Sort points by Y-coordinate to array S.
Advance 3 pointers to array S: one (C) for currently inspected (center) point; other one, A (a little bit ahead) for nearest point at distance > R below C; and the last one, B (a little bit behind) for farthest point at distance < R above it.
Insert points pointed by A to Order statistic tree (ordered by coordinate X) and remove points pointed by B from this tree. Use this tree to find points at distance R to the left/right from C and use difference of these points' positions in the tree to get number of points in square area around C.
Use results of previous step to select "most surrounded" point.
This algorithm could be optimized if you rotate points (or just exchange X-Y coordinates) so that width of the occupied area is not larger than its height. Also you could cut points into vertical slices (with R-sized overlap) and process slices separately - if there are too many elements in the tree so that it does not fit in CPU cache (which is unlikely for only 1 million points). This algorithm (optimized or not) has time complexity O(n log n).
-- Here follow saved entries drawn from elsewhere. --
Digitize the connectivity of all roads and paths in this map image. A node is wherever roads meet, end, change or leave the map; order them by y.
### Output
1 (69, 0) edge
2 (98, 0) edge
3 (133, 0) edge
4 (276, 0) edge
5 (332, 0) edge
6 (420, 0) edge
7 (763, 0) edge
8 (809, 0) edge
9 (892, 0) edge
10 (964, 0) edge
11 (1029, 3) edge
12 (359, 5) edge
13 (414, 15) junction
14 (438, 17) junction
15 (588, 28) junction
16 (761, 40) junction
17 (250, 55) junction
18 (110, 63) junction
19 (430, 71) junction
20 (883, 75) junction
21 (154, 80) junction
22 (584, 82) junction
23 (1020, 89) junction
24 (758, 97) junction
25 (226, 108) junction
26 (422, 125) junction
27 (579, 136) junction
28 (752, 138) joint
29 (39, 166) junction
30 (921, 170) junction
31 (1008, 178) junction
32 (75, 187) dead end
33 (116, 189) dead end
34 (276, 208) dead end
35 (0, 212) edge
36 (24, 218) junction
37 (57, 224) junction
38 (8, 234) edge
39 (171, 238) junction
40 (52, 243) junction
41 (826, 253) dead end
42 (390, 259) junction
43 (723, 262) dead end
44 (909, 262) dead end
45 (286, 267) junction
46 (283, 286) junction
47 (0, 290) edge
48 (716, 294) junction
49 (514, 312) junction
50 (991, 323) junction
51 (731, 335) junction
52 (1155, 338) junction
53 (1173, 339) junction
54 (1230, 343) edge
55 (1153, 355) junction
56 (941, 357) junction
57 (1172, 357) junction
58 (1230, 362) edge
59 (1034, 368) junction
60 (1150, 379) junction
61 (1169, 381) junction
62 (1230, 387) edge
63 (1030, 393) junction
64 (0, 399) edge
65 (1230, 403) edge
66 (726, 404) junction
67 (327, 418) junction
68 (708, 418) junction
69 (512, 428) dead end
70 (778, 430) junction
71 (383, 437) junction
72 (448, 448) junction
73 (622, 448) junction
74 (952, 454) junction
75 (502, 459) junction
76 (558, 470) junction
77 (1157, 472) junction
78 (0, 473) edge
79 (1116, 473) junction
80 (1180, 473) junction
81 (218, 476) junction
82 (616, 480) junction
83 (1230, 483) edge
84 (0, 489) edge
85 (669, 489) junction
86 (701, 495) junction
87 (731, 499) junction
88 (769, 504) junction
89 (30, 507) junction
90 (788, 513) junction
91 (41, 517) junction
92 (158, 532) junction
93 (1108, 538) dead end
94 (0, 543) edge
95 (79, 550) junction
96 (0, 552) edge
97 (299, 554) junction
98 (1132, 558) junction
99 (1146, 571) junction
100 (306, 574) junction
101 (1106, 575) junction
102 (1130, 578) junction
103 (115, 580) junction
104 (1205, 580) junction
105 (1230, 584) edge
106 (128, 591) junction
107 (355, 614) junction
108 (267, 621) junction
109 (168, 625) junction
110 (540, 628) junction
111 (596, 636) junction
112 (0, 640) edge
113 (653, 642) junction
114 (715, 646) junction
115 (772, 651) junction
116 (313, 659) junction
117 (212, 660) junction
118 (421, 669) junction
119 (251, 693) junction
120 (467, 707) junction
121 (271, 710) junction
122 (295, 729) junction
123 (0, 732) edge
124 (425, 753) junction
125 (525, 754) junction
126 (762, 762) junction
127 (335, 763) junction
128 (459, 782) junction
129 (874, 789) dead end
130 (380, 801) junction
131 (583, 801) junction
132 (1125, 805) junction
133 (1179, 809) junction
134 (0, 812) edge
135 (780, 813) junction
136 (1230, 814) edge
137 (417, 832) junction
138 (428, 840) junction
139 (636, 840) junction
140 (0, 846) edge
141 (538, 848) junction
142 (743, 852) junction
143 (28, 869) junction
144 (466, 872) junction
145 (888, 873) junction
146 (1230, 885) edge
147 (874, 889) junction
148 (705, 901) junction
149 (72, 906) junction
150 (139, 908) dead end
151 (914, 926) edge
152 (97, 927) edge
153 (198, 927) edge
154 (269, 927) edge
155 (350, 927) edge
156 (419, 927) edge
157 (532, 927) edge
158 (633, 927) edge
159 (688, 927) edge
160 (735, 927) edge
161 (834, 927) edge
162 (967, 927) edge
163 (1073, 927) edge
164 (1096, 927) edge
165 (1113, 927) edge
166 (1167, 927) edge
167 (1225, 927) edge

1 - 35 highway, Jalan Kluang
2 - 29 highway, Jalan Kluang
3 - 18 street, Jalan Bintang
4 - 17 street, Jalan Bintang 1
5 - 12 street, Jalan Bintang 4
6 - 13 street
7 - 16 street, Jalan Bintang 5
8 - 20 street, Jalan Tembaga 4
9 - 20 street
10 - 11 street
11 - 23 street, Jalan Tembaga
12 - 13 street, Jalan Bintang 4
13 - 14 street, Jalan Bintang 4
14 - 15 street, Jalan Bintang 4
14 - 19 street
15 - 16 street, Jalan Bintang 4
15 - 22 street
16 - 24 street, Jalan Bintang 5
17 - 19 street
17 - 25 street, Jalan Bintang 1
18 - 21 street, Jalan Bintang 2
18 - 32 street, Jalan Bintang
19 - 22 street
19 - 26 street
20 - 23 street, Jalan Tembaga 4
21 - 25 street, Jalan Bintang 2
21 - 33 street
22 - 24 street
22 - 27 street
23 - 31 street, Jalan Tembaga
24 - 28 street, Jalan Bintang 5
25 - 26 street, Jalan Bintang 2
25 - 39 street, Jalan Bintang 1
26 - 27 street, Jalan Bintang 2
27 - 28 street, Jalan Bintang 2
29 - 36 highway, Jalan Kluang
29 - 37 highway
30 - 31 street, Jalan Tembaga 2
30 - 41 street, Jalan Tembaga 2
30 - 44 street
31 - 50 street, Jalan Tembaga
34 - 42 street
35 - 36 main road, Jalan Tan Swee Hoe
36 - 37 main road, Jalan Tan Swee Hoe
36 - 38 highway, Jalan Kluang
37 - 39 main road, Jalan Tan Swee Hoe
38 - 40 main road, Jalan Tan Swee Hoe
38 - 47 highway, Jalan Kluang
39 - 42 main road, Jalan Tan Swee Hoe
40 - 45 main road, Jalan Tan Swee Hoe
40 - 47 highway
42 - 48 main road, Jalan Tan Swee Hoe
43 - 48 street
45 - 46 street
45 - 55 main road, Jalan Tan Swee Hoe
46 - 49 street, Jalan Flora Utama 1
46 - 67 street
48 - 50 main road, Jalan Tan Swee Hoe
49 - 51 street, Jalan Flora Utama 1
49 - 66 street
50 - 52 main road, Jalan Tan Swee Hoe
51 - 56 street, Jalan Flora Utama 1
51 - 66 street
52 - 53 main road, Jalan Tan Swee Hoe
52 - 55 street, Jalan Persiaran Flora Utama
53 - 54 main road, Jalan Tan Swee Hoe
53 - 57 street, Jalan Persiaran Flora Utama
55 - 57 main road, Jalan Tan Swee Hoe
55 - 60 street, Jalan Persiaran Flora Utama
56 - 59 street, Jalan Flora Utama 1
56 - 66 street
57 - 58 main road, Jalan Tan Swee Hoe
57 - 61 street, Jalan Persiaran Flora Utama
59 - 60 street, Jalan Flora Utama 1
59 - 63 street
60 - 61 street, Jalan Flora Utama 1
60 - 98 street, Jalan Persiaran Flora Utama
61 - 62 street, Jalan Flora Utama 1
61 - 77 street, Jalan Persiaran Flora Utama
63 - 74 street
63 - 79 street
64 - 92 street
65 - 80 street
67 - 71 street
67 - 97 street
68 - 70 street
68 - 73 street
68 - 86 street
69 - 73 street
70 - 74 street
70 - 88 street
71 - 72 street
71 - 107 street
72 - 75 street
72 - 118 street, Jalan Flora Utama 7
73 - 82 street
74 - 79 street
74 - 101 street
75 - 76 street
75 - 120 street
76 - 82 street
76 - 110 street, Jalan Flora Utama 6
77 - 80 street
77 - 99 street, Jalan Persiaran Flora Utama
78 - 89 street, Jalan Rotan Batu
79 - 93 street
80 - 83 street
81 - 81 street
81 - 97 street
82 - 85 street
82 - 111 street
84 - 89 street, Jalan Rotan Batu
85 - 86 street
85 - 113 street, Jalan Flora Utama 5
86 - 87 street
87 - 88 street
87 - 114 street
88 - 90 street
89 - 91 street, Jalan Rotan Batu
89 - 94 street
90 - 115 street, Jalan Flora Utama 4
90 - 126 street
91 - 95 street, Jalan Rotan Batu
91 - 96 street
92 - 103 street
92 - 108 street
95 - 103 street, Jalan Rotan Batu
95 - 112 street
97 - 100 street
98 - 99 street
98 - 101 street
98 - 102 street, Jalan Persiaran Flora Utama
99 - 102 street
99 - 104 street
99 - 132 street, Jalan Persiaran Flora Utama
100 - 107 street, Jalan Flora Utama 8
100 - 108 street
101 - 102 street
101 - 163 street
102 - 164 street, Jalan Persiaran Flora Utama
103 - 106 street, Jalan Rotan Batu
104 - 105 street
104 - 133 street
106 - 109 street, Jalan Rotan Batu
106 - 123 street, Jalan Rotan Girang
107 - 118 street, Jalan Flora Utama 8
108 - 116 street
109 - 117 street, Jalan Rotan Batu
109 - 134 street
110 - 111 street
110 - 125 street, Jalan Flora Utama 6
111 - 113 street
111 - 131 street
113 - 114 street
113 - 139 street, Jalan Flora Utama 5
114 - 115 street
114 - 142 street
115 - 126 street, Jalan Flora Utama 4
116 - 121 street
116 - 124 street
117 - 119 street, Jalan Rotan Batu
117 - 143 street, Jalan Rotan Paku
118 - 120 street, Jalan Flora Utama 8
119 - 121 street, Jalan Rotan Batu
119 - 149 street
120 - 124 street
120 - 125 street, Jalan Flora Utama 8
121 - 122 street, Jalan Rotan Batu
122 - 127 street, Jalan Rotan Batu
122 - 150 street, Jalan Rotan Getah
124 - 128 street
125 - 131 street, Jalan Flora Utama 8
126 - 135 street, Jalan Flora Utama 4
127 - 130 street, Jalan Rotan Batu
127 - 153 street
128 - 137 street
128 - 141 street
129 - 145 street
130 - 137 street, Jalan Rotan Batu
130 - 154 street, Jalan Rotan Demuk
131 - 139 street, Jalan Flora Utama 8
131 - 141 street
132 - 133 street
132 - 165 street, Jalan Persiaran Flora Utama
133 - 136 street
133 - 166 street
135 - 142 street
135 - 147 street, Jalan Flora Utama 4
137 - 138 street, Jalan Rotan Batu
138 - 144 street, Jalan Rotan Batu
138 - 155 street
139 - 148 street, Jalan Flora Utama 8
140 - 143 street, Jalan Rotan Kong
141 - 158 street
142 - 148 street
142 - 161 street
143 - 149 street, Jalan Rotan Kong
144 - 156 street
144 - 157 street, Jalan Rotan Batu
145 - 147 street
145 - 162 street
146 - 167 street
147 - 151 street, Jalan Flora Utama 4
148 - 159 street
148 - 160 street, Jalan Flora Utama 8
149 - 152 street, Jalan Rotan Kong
For circular neighborhood (if R is not too large and points are evenly distributed) you could approximate circle with several rectangles:
In this case step 2 of the algorithm should use more pointers to allow insertion/removal to/from several trees. And on step 3 you should do a linear search near points at proper distance (<=R) to distinguish points inside the circle from the points outside it.
Other way to deal with circular neighborhood is to approximate circle with rectangles of equal height (but here circle should be split into more pieces). This results in much simpler algorithm (where sorted arrays are used instead of order statistic trees):
Cut area occupied by points into horizontal slices, sort slices by Y, then sort points inside slices by X.
For each point in each slice, assume it to be a "center" point and do step 3.
For each nearby slice use binary search to find points with Euclidean distance close to R, then use linear search to tell "inside" points from "outside" ones. Stop linear search where the slice is completely inside the circle, and count remaining points by difference of positions in the array.
Use results of previous step to select "most surrounded" point.
This algorithm allows optimizations mentioned earlier as well as fractional cascading.
I would start by creating something like a https://en.wikipedia.org/wiki/K-d_tree, where you have a tree with points at the leaves and each node information about its descendants. At each node I would keep a count of the number of descendants, and a bounding box enclosing those descendants.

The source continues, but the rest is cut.